The benefits of using ML AI in the energy industry are manifold. Improved forecasting accuracy can significantly enhance grid reliability and efficiency. It enables energy providers to manage supply and demand effectively, reducing the need for energy storage or backup power plants. Predictive maintenance can reduce equipment downtime and extend its lifespan, thereby lowering operational costs. It also promotes safety by preemptively identifying potential equipment failures. Moreover, the ability to make real-time decisions based on data analysis allows for rapid response to changes in energy availability or demand.

Return on Investment

It is possible to achieve a high ROI when implementing ML AI in the energy sector.

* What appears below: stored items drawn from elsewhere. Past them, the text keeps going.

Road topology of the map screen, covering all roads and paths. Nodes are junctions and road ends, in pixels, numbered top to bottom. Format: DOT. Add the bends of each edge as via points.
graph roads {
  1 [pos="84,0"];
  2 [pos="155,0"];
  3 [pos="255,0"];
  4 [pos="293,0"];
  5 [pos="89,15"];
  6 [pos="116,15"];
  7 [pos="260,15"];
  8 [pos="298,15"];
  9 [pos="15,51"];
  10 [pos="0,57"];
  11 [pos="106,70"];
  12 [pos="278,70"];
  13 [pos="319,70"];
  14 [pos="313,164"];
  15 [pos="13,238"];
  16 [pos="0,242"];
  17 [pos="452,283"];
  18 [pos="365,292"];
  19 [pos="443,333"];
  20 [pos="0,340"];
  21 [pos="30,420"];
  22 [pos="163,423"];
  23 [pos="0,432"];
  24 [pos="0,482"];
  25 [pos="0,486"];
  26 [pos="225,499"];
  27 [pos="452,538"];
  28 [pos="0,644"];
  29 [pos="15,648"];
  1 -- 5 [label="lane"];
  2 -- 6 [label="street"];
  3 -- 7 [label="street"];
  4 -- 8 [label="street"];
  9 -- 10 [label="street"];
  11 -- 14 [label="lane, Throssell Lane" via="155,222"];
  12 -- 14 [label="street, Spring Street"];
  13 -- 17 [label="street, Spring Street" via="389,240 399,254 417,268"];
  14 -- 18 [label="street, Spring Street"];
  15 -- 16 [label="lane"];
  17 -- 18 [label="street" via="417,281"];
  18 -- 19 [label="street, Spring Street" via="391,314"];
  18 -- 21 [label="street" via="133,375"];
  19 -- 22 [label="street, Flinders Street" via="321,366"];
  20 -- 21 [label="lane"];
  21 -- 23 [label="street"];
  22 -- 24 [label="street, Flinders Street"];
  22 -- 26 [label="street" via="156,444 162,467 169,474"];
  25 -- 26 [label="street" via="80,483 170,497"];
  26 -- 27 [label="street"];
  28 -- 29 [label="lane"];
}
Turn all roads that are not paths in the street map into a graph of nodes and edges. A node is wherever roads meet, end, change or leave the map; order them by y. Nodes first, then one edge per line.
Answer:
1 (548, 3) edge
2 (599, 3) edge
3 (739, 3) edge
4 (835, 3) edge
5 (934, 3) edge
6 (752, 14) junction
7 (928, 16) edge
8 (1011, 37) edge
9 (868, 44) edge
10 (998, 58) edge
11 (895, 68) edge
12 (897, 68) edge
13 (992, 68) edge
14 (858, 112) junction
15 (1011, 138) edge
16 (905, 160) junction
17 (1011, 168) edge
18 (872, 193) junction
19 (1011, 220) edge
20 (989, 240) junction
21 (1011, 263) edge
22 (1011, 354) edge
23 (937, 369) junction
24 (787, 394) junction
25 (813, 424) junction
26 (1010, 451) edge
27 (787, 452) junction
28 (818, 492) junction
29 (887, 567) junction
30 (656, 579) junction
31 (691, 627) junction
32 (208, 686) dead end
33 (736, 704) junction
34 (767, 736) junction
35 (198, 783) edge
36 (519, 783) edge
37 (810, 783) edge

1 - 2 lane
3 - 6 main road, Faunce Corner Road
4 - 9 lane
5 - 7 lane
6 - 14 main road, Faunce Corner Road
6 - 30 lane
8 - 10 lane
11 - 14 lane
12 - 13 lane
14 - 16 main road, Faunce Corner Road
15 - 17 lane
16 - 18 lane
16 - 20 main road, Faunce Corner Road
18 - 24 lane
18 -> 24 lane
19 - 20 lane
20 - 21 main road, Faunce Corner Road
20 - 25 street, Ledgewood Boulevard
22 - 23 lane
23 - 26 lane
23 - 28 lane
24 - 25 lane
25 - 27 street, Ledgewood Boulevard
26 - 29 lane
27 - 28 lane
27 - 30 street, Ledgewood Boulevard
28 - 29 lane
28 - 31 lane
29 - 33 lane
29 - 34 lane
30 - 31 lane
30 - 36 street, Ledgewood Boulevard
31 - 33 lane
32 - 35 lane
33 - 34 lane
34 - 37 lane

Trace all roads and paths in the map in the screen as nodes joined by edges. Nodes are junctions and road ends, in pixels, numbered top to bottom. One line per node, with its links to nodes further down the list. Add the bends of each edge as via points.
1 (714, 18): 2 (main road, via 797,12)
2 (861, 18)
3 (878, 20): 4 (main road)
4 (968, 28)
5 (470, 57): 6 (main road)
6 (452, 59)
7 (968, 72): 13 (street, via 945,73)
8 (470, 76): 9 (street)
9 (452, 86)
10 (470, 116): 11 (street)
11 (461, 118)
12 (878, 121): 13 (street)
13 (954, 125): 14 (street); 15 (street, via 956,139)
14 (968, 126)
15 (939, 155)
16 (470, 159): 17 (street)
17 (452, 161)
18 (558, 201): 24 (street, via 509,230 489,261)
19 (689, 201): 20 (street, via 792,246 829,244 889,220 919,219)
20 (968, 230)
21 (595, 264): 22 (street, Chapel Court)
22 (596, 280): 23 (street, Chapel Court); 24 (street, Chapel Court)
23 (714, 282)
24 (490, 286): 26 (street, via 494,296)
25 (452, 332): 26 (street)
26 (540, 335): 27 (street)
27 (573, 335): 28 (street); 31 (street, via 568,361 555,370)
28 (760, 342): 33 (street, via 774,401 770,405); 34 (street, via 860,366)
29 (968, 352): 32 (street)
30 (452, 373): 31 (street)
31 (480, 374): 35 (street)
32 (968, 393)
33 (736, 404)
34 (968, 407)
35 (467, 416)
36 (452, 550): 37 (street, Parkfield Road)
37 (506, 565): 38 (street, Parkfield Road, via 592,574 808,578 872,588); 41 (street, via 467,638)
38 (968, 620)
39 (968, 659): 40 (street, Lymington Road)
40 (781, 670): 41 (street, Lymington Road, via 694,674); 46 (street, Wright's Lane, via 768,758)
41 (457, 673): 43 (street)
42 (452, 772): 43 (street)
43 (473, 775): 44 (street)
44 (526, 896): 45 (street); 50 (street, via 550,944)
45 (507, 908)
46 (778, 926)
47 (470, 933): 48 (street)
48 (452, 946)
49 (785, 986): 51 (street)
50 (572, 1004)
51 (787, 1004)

Although, there are many challenges that include the high costs of purchasing and integrating such technologies, the benefits that come with efficient and effective implementation of these technologies such as improved efficiency, reduced costs, and longer equipment life can be substantial. For instance, the National Renewable Energy Laboratory (NREL) in the United States of America stated that enhanced wind power prediction as a way of optimizing the utilization of wind turbines led to the reduction of operational costs by a minimum of $1 million for some wind farms annually. Also, the increasing focus on renewable energy generation, and the need for increased efficiency and effectiveness in the energy sector are expected to enhance the use of artificial intelligence and machine learning in the sector and offer high returns on investment in the future.